In the child pipeline there is a foreach activity which takes files as input and process them in parallel.
For instance, there are 4 files , in which 2 files are successfully processed and loaded the data into a table. Then, 3rd file processing is failed and 4th file processing is successful. Now, when I retrigger the Master pipeline I only want the 3rd file to be processed, not all the 4 files.
How can we achieve this.
I have tried below.
To move/delete the file once the processing is completed
But as per the requirement, I should not move/delete the file. Could someone please assist.
I create a test and succefuly achieve that. My overall idea is: use the Lookup activity to extract the copied file names array from the sql table, and then do a Filter operation with the source file names array. If the file name already exists in the sql table, the file copy activity will not be performed. It needs us to add file name to the sql table in Copy activity via Aditional columns.
In my sql table, it looks like as follows:
I declared 3 variables. arr1 Array type variable stores source file names. filterArray Array type variable stores copied file names array from the sql table.

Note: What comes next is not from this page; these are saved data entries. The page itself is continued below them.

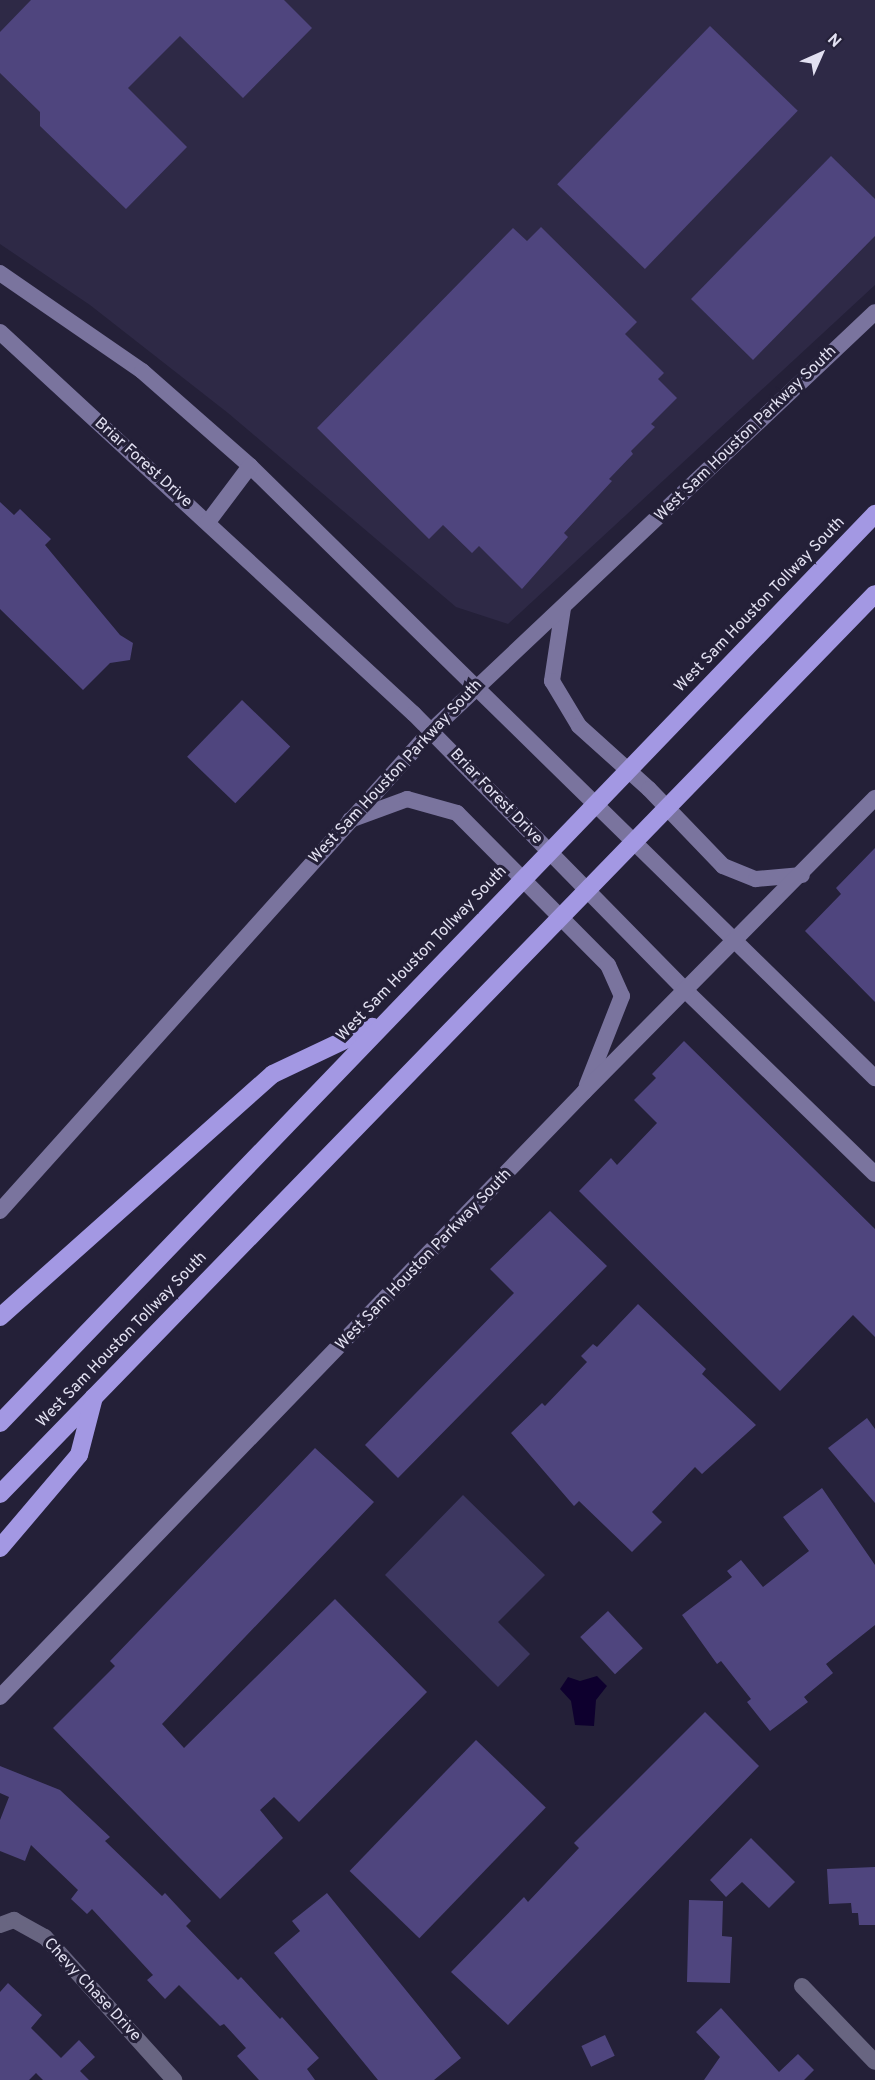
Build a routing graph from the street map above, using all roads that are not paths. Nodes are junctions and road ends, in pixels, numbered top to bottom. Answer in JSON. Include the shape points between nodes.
{"nodes":[{"id":1,"x":0,"y":273,"type":"edge"},
{"id":2,"x":875,"y":312,"type":"edge"},
{"id":3,"x":0,"y":332,"type":"edge"},
{"id":4,"x":250,"y":466,"type":"junction"},
{"id":5,"x":875,"y":514,"type":"edge"},
{"id":6,"x":208,"y":522,"type":"junction"},
{"id":7,"x":875,"y":594,"type":"edge"},
{"id":8,"x":563,"y":608,"type":"junction"},
{"id":9,"x":474,"y":687,"type":"junction"},
{"id":10,"x":431,"y":731,"type":"junction"},
{"id":11,"x":875,"y":798,"type":"edge"},
{"id":12,"x":348,"y":820,"type":"junction"},
{"id":13,"x":802,"y":875,"type":"junction"},
{"id":14,"x":735,"y":941,"type":"junction"},
{"id":15,"x":685,"y":990,"type":"junction"},
{"id":16,"x":382,"y":1022,"type":"junction"},
{"id":17,"x":875,"y":1078,"type":"edge"},
{"id":18,"x":584,"y":1092,"type":"junction"},
{"id":19,"x":875,"y":1174,"type":"edge"},
{"id":20,"x":0,"y":1211,"type":"edge"},
{"id":21,"x":0,"y":1317,"type":"edge"},
{"id":22,"x":95,"y":1396,"type":"junction"},
{"id":23,"x":0,"y":1423,"type":"edge"},
{"id":24,"x":0,"y":1494,"type":"edge"},
{"id":25,"x":0,"y":1548,"type":"edge"},
{"id":26,"x":0,"y":1697,"type":"edge"},
{"id":27,"x":0,"y":1925,"type":"edge"},
{"id":28,"x":802,"y":1986,"type":"dead end"},
{"id":29,"x":875,"y":2062,"type":"edge"},
{"id":30,"x":174,"y":2080,"type":"edge"}],
"edges":[{"from":1,"to":4,"type":"main road","via":[[142,371]]},
{"from":2,"to":8,"type":"main road","name":"West Sam Houston Parkway South"},
{"from":3,"to":6,"type":"main road","name":"Briar Forest Drive"},
{"from":4,"to":6,"type":"main road"},
{"from":4,"to":9,"type":"main road"},
{"from":5,"to":16,"type":"highway","name":"West Sam Houston Tollway South"},
{"from":6,"to":10,"type":"main road","name":"Briar Forest Drive"},
{"from":7,"to":22,"type":"highway","name":"West Sam Houston Tollway South"},
{"from":8,"to":9,"type":"main road","name":"West Sam Houston Parkway South"},
{"from":8,"to":13,"type":"main road","via":[[552,681],[579,726],[649,789],[723,866],[756,879]]},
{"from":9,"to":10,"type":"main road","name":"West Sam Houston Parkway South"},
{"from":9,"to":14,"type":"main road"},
{"from":10,"to":12,"type":"main road","name":"West Sam Houston Parkway South"},
{"from":10,"to":15,"type":"main road","name":"Briar Forest Drive"},
{"from":11,"to":13,"type":"main road","name":"West Sam Houston Parkway South"},
{"from":12,"to":18,"type":"main road","via":[[407,799],[457,813],[608,964],[622,996]]},
{"from":12,"to":20,"type":"main road","name":"West Sam Houston Parkway South"},
{"from":13,"to":14,"type":"main road","name":"West Sam Houston Parkway South"},
{"from":14,"to":15,"type":"main road","name":"West Sam Houston Parkway South"},
{"from":14,"to":17,"type":"main road"},
{"from":15,"to":18,"type":"main road","name":"West Sam Houston Parkway South"},
{"from":15,"to":19,"type":"main road","name":"Briar Forest Drive"},
{"from":16,"to":21,"type":"highway","via":[[273,1074]]},
{"from":16,"to":23,"type":"highway","name":"West Sam Houston Tollway South"},
{"from":18,"to":26,"type":"main road","name":"West Sam Houston Parkway South"},
{"from":22,"to":24,"type":"highway","name":"West Sam Houston Tollway South"},
{"from":22,"to":25,"type":"highway","via":[[79,1455]]},
{"from":27,"to":30,"type":"street","name":"Chevy Chase Drive","via":[[14,1920],[45,1937]]},
{"from":28,"to":29,"type":"street"}]}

At lookup activity, we can use this query select distinct FileName from [dbo].[emp] to get copied file names array from the sql table.
Assign the value to the variable filterArray.
I set the default value ["emp.csv","emp2.csv","emp3.csv","emp4.csv"] as source file names to the variable arr1.
At Foreah acivity, we can foreach the variable arr1.
Inside Foreach activity, assign the value #item() to the variable arrItem.
Then do Filter operation. Items: #variables('filterArr'), Condition: #contains(item().FileName,variables('arrItem')), This item() here represents each element in the filterArray array.
At If condition activity, use #empty(activity('Filter1').output.Value) to determine whether this file has been copied.
In Ture activity, key in dynamic content #item(), this represents the name of the file to be copied.
That's all.